↓

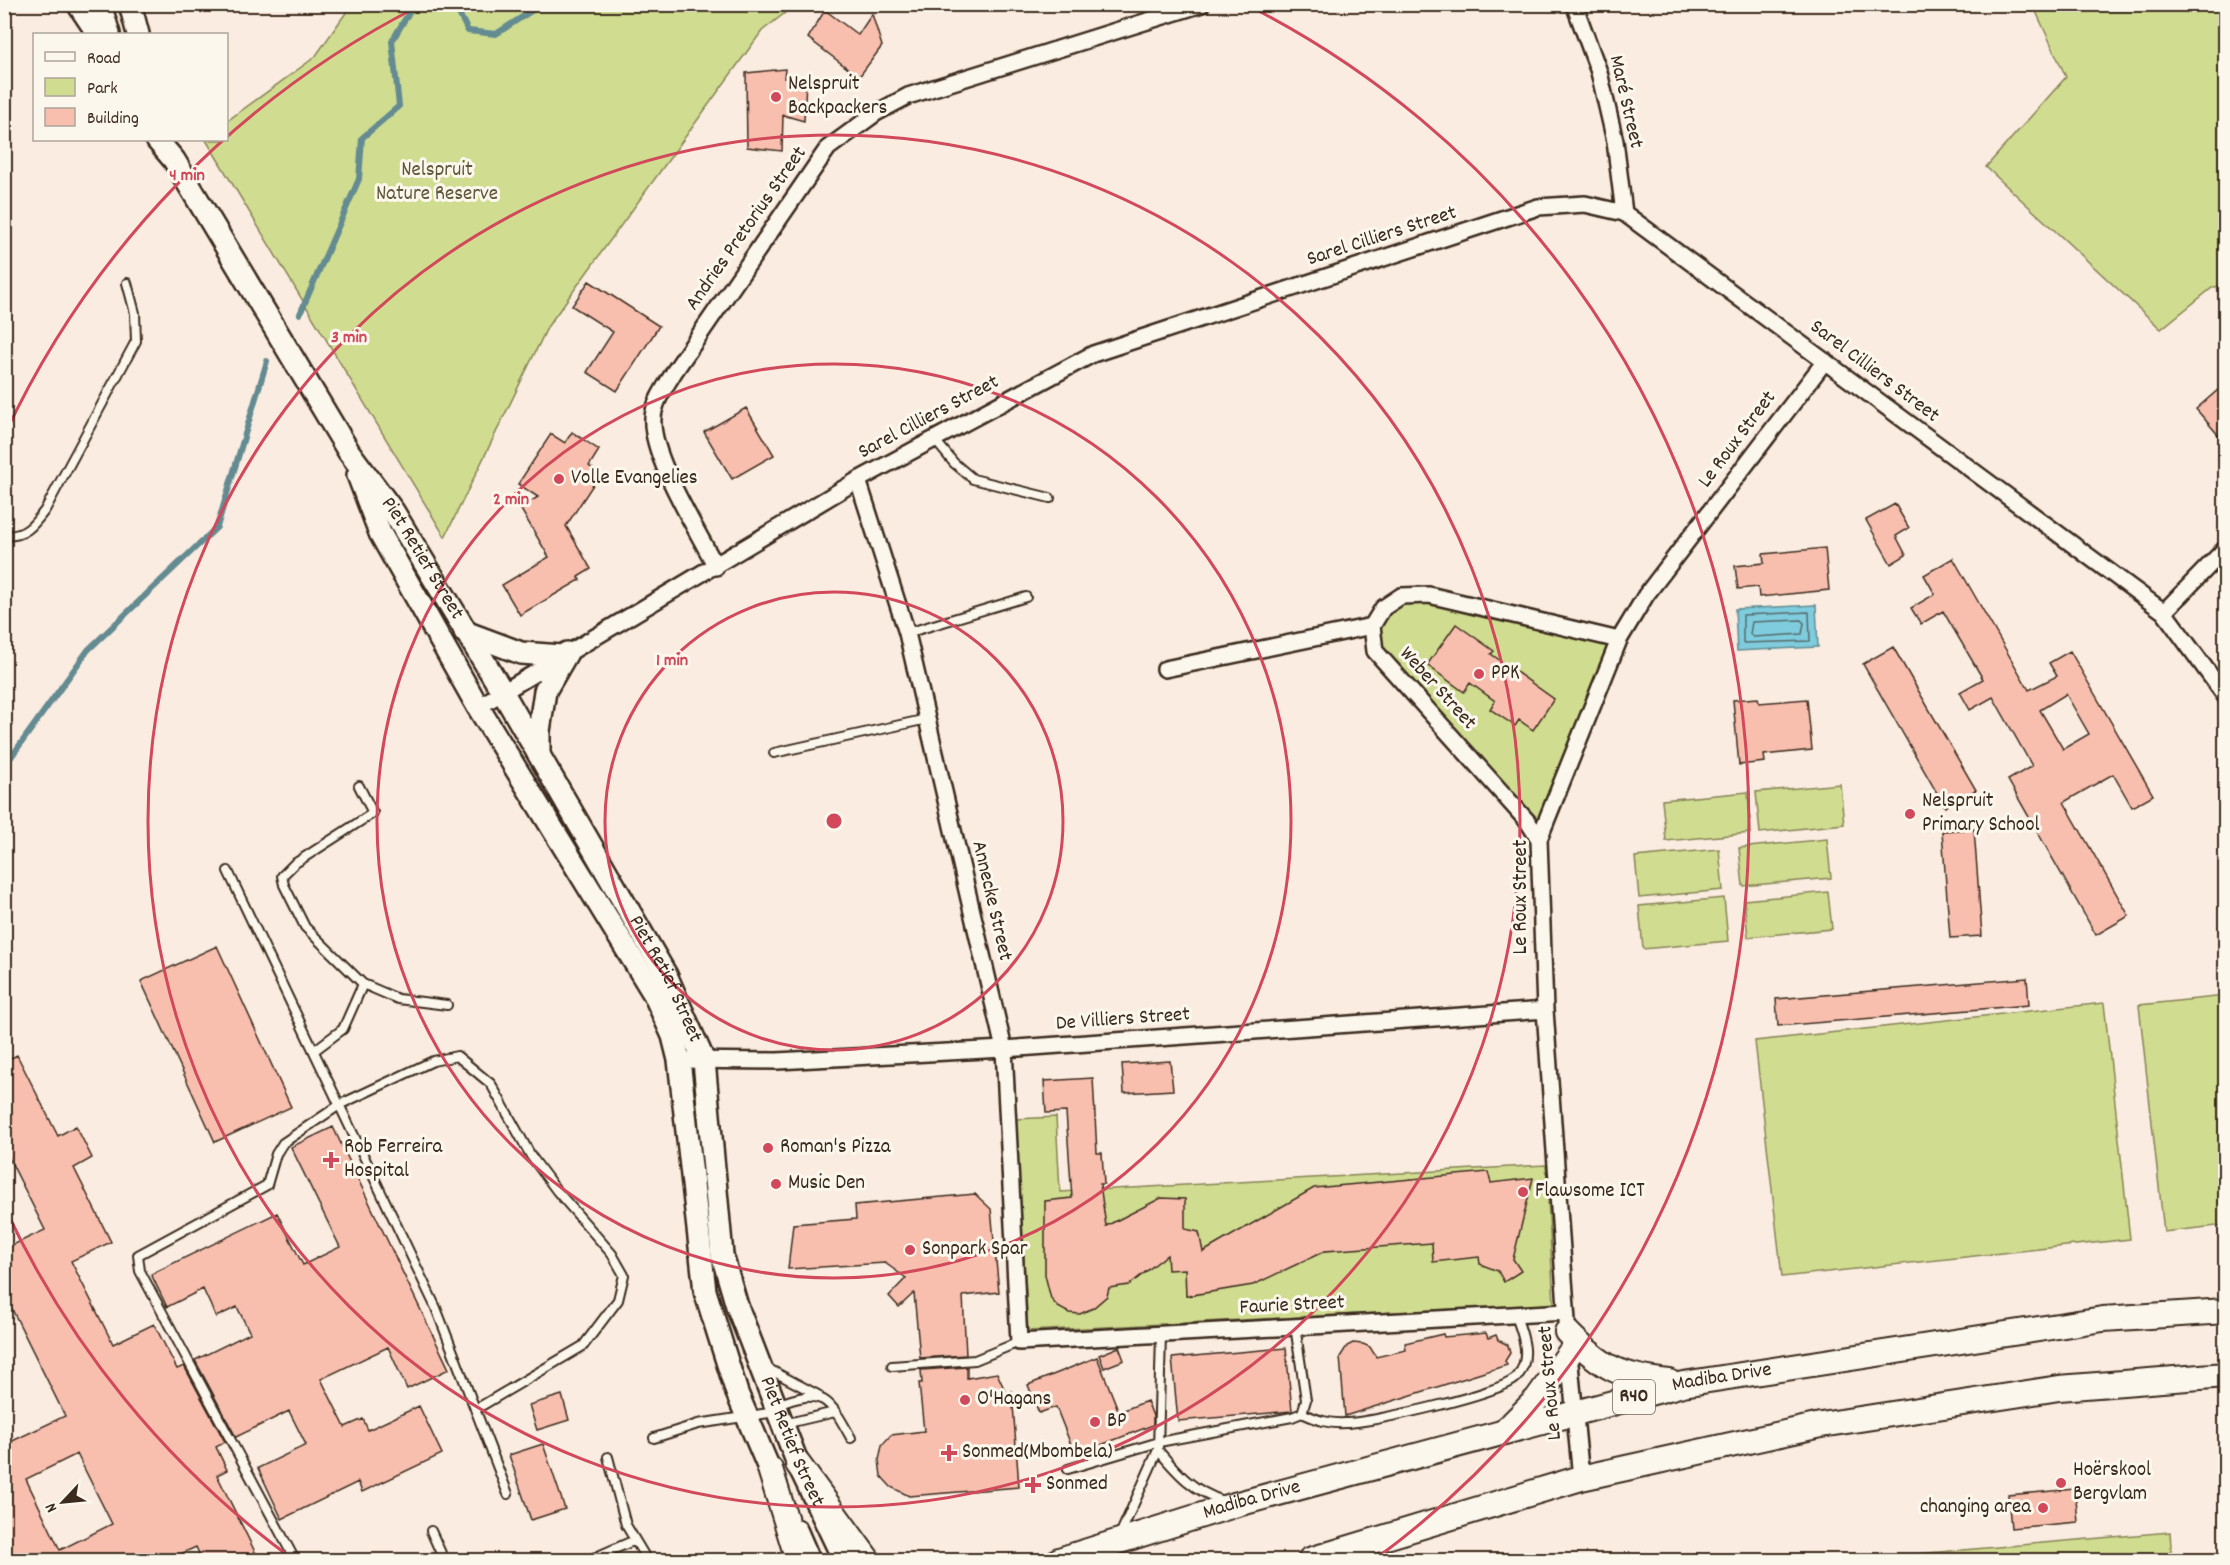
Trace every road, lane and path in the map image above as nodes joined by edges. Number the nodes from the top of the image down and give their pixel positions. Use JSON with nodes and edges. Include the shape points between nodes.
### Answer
{"nodes":[{"id":1,"x":78,"y":4,"type":"edge"},
{"id":2,"x":100,"y":4,"type":"edge"},
{"id":3,"x":130,"y":4,"type":"edge"},
{"id":4,"x":1202,"y":4,"type":"edge"},
{"id":5,"x":1574,"y":4,"type":"edge"},
{"id":6,"x":97,"y":33,"type":"edge"},
{"id":7,"x":109,"y":33,"type":"edge"},
{"id":8,"x":138,"y":33,"type":"edge"},
{"id":9,"x":158,"y":141,"type":"edge"},
{"id":10,"x":172,"y":150,"type":"edge"},
{"id":11,"x":1624,"y":213,"type":"junction"},
{"id":12,"x":127,"y":283,"type":"dead end"},
{"id":13,"x":1825,"y":361,"type":"junction"},
{"id":14,"x":934,"y":439,"type":"junction"},
{"id":15,"x":349,"y":452,"type":"junction"},
{"id":16,"x":858,"y":480,"type":"junction"},
{"id":17,"x":1050,"y":498,"type":"dead end"},
{"id":18,"x":4,"y":535,"type":"edge"},
{"id":19,"x":2226,"y":548,"type":"edge"},
{"id":20,"x":716,"y":567,"type":"junction"},
{"id":21,"x":1026,"y":597,"type":"dead end"},
{"id":22,"x":2164,"y":612,"type":"junction"},
{"id":23,"x":1372,"y":626,"type":"junction"},
{"id":24,"x":465,"y":632,"type":"junction"},
{"id":25,"x":906,"y":633,"type":"junction"},
{"id":26,"x":1619,"y":640,"type":"junction"},
{"id":27,"x":564,"y":655,"type":"junction"},
{"id":28,"x":1165,"y":669,"type":"dead end"},
{"id":29,"x":502,"y":691,"type":"junction"},
{"id":30,"x":2226,"y":697,"type":"edge"},
{"id":31,"x":478,"y":707,"type":"junction"},
{"id":32,"x":927,"y":719,"type":"junction"},
{"id":33,"x":774,"y":753,"type":"dead end"},
{"id":34,"x":539,"y":756,"type":"junction"},
{"id":35,"x":358,"y":786,"type":"dead end"},
{"id":36,"x":1539,"y":839,"type":"junction"},
{"id":37,"x":228,"y":871,"type":"dead end"},
{"id":38,"x":363,"y":984,"type":"junction"},
{"id":39,"x":447,"y":1005,"type":"dead end"},
{"id":40,"x":1545,"y":1010,"type":"junction"},
{"id":41,"x":1004,"y":1049,"type":"junction"},
{"id":42,"x":315,"y":1050,"type":"junction"},
{"id":43,"x":679,"y":1060,"type":"junction"},
{"id":44,"x":704,"y":1061,"type":"junction"},
{"id":45,"x":341,"y":1104,"type":"junction"},
{"id":46,"x":2226,"y":1311,"type":"edge"},
{"id":47,"x":1516,"y":1316,"type":"junction"},
{"id":48,"x":1295,"y":1326,"type":"junction"},
{"id":49,"x":1568,"y":1333,"type":"junction"},
{"id":50,"x":1161,"y":1334,"type":"junction"},
{"id":51,"x":1019,"y":1342,"type":"junction"},
{"id":52,"x":759,"y":1364,"type":"junction"},
{"id":53,"x":892,"y":1366,"type":"dead end"},
{"id":54,"x":2226,"y":1375,"type":"edge"},
{"id":55,"x":1683,"y":1384,"type":"junction"},
{"id":56,"x":821,"y":1397,"type":"junction"},
{"id":57,"x":476,"y":1409,"type":"junction"},
{"id":58,"x":835,"y":1412,"type":"junction"},
{"id":59,"x":1302,"y":1413,"type":"junction"},
{"id":60,"x":1573,"y":1413,"type":"junction"},
{"id":61,"x":778,"y":1414,"type":"junction"},
{"id":62,"x":748,"y":1418,"type":"junction"},
{"id":63,"x":1505,"y":1431,"type":"junction"},
{"id":64,"x":654,"y":1438,"type":"dead end"},
{"id":65,"x":851,"y":1438,"type":"dead end"},
{"id":66,"x":1158,"y":1446,"type":"junction"},
{"id":67,"x":608,"y":1457,"type":"dead end"},
{"id":68,"x":798,"y":1464,"type":"junction"},
{"id":69,"x":1068,"y":1468,"type":"dead end"},
{"id":70,"x":770,"y":1469,"type":"junction"},
{"id":71,"x":1581,"y":1478,"type":"junction"},
{"id":72,"x":508,"y":1494,"type":"dead end"},
{"id":73,"x":1234,"y":1505,"type":"junction"},
{"id":74,"x":431,"y":1531,"type":"dead end"},
{"id":75,"x":635,"y":1540,"type":"junction"},
{"id":76,"x":1117,"y":1540,"type":"junction"},
{"id":77,"x":295,"y":1560,"type":"edge"},
{"id":78,"x":444,"y":1560,"type":"edge"},
{"id":79,"x":589,"y":1560,"type":"edge"},
{"id":80,"x":647,"y":1560,"type":"edge"},
{"id":81,"x":795,"y":1560,"type":"edge"},
{"id":82,"x":809,"y":1560,"type":"edge"},
{"id":83,"x":844,"y":1560,"type":"edge"},
{"id":84,"x":868,"y":1560,"type":"edge"},
{"id":85,"x":1059,"y":1560,"type":"edge"},
{"id":86,"x":1310,"y":1560,"type":"edge"}],
"edges":[{"from":1,"to":6,"type":"street"},
{"from":2,"to":7,"type":"street"},
{"from":3,"to":8,"type":"street"},
{"from":4,"to":20,"type":"street","name":"Andries Pretorius Street","via":[[908,96],[876,113],[828,148],[674,372],[652,419],[661,459]]},
{"from":5,"to":11,"type":"street","name":"Maré Street","via":[[1599,72],[1615,141]]},
{"from":9,"to":10,"type":"street","name":"Piet Retief Street"},
{"from":10,"to":15,"type":"street","name":"Piet Retief Street"},
{"from":11,"to":13,"type":"street","name":"Sarel Cilliers Street"},
{"from":11,"to":14,"type":"street","name":"Sarel Cilliers Street","via":[[1585,204],[1538,207],[1093,354]]},
{"from":12,"to":18,"type":"lane","via":[[135,313],[136,341],[45,510],[33,527],[14,536]]},
{"from":13,"to":22,"type":"street","name":"Sarel Cilliers Street"},
{"from":13,"to":26,"type":"street","name":"Le Roux Street","via":[[1647,596]]},
{"from":14,"to":16,"type":"street","name":"Sarel Cilliers Street"},
{"from":14,"to":17,"type":"lane","via":[[973,479]]},
{"from":15,"to":24,"type":"street","name":"Piet Retief Street","via":[[393,511]]},
{"from":15,"to":31,"type":"street","name":"Piet Retief Street","via":[[380,533]]},
{"from":16,"to":20,"type":"street","name":"Sarel Cilliers Street"},
{"from":16,"to":25,"type":"street","name":"Annecke Street"},
{"from":19,"to":22,"type":"street"},
{"from":20,"to":27,"type":"street","name":"Sarel Cilliers Street"},
{"from":21,"to":25,"type":"lane"},
{"from":22,"to":30,"type":"street","name":"Sarel Cilliers Street"},
{"from":23,"to":26,"type":"street","via":[[1383,608],[1401,596],[1429,595]]},
{"from":23,"to":28,"type":"street"},
{"from":23,"to":36,"type":"street","name":"Weber Street","via":[[1375,651]]},
{"from":24,"to":27,"type":"street","via":[[521,653]]},
{"from":24,"to":29,"type":"street","name":"Piet Retief Street"},
{"from":25,"to":32,"type":"street","name":"Annecke Street"},
{"from":26,"to":36,"type":"street","name":"Le Roux Street"},
{"from":27,"to":29,"type":"street","name":"Sarel Cilliers Street"},
{"from":27,"to":34,"type":"street","via":[[545,691]]},
{"from":29,"to":31,"type":"street","name":"Sarel Cilliers Street"},
{"from":29,"to":34,"type":"street","name":"Piet Retief Street"},
{"from":31,"to":43,"type":"street","name":"Piet Retief Street","via":[[654,994]]},
{"from":32,"to":33,"type":"lane"},
{"from":32,"to":41,"type":"street","name":"Annecke Street"},
{"from":34,"to":44,"type":"street","name":"Piet Retief Street","via":[[666,975]]},
{"from":35,"to":38,"type":"lane","via":[[373,813],[294,864],[282,876],[305,927]]},
{"from":36,"to":40,"type":"street","name":"Le Roux Street"},
{"from":37,"to":42,"type":"lane"},
{"from":38,"to":39,"type":"lane","via":[[398,999]]},
{"from":38,"to":42,"type":"lane","via":[[343,1029]]},
{"from":40,"to":41,"type":"street","name":"De Villiers Street"},
{"from":40,"to":49,"type":"street","name":"Le Roux Street"},
{"from":41,"to":44,"type":"street","name":"De Villiers Street"},
{"from":41,"to":51,"type":"street","name":"Annecke Street"},
{"from":42,"to":45,"type":"lane"},
{"from":43,"to":44,"type":"street","name":"De Villiers Street"},
{"from":43,"to":62,"type":"street","name":"Piet Retief Street","via":[[705,1291]]},
{"from":44,"to":52,"type":"street","name":"Piet Retief Street","via":[[722,1255]]},
{"from":45,"to":57,"type":"lane","via":[[436,1308]]},
{"from":45,"to":57,"type":"lane","via":[[433,1061],[457,1056],[491,1084],[531,1156],[612,1254],[624,1275],[618,1300],[583,1346]]},
{"from":45,"to":77,"type":"lane","via":[[283,1143],[267,1185],[138,1255],[140,1271]]},
{"from":46,"to":55,"type":"main road","name":"Madiba Drive","number":"R40","via":[[2103,1319]]},
{"from":47,"to":48,"type":"street","name":"Faurie Street"},
{"from":47,"to":49,"type":"street","name":"Faurie Street"},
{"from":47,"to":59,"type":"lane","via":[[1526,1345],[1522,1369],[1509,1385],[1412,1412],[1347,1423],[1321,1422]]},
{"from":48,"to":50,"type":"street","name":"Faurie Street"},
{"from":48,"to":59,"type":"lane","via":[[1306,1400]]},
{"from":49,"to":55,"type":"main road","via":[[1604,1367],[1636,1378]]},
{"from":49,"to":60,"type":"street","name":"Le Roux Street"},
{"from":49,"to":63,"type":"main road","via":[[1537,1399]]},
{"from":50,"to":51,"type":"street","name":"Faurie Street"},
{"from":50,"to":66,"type":"lane"},
{"from":51,"to":53,"type":"lane","via":[[975,1360]]},
{"from":52,"to":56,"type":"lane"},
{"from":52,"to":61,"type":"street","name":"Piet Retief Street"},
{"from":54,"to":71,"type":"main road","via":[[2059,1388],[1821,1425]]},
{"from":55,"to":60,"type":"main road","name":"Madiba Drive","number":"R40"},
{"from":56,"to":58,"type":"lane"},
{"from":56,"to":61,"type":"lane","via":[[807,1395]]},
{"from":57,"to":72,"type":"lane"},
{"from":58,"to":61,"type":"lane"},
{"from":58,"to":65,"type":"lane"},
{"from":59,"to":66,"type":"lane"},
{"from":60,"to":63,"type":"main road","name":"Madiba Drive","number":"R40"},
{"from":60,"to":71,"type":"street","name":"Le Roux Street"},
{"from":61,"to":62,"type":"lane"},
{"from":61,"to":68,"type":"street","name":"Piet Retief Street"},
{"from":62,"to":64,"type":"lane","via":[[698,1424]]},
{"from":62,"to":70,"type":"street","name":"Piet Retief Street"},
{"from":63,"to":73,"type":"main road","name":"Madiba Drive","number":"R40"},
{"from":66,"to":69,"type":"lane"},
{"from":66,"to":73,"type":"lane","via":[[1196,1490]]},
{"from":66,"to":76,"type":"lane"},
{"from":67,"to":75,"type":"lane","via":[[626,1525]]},
{"from":68,"to":83,"type":"street","name":"Piet Retief Street"},
{"from":68,"to":84,"type":"main road"},
{"from":70,"to":81,"type":"main road"},
{"from":70,"to":82,"type":"street","name":"Piet Retief Street"},
{"from":71,"to":86,"type":"main road"},
{"from":73,"to":76,"type":"main road","name":"Madiba Drive","number":"R40"},
{"from":74,"to":78,"type":"lane"},
{"from":75,"to":79,"type":"lane"},
{"from":75,"to":80,"type":"lane"},
{"from":76,"to":85,"type":"main road","name":"Madiba Drive","number":"R40"}]}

↑

Assigned task -
When a line of the records holds the word "nodes", copy that line.

Exercise answer -
Trace every road, lane and path in the map image above as nodes joined by edges. Number the nodes from the top of the image down and give their pixel positions. Use JSON with nodes and edges. Include the shape points between nodes.
{"nodes":[{"id":1,"x":78,"y":4,"type":"edge"},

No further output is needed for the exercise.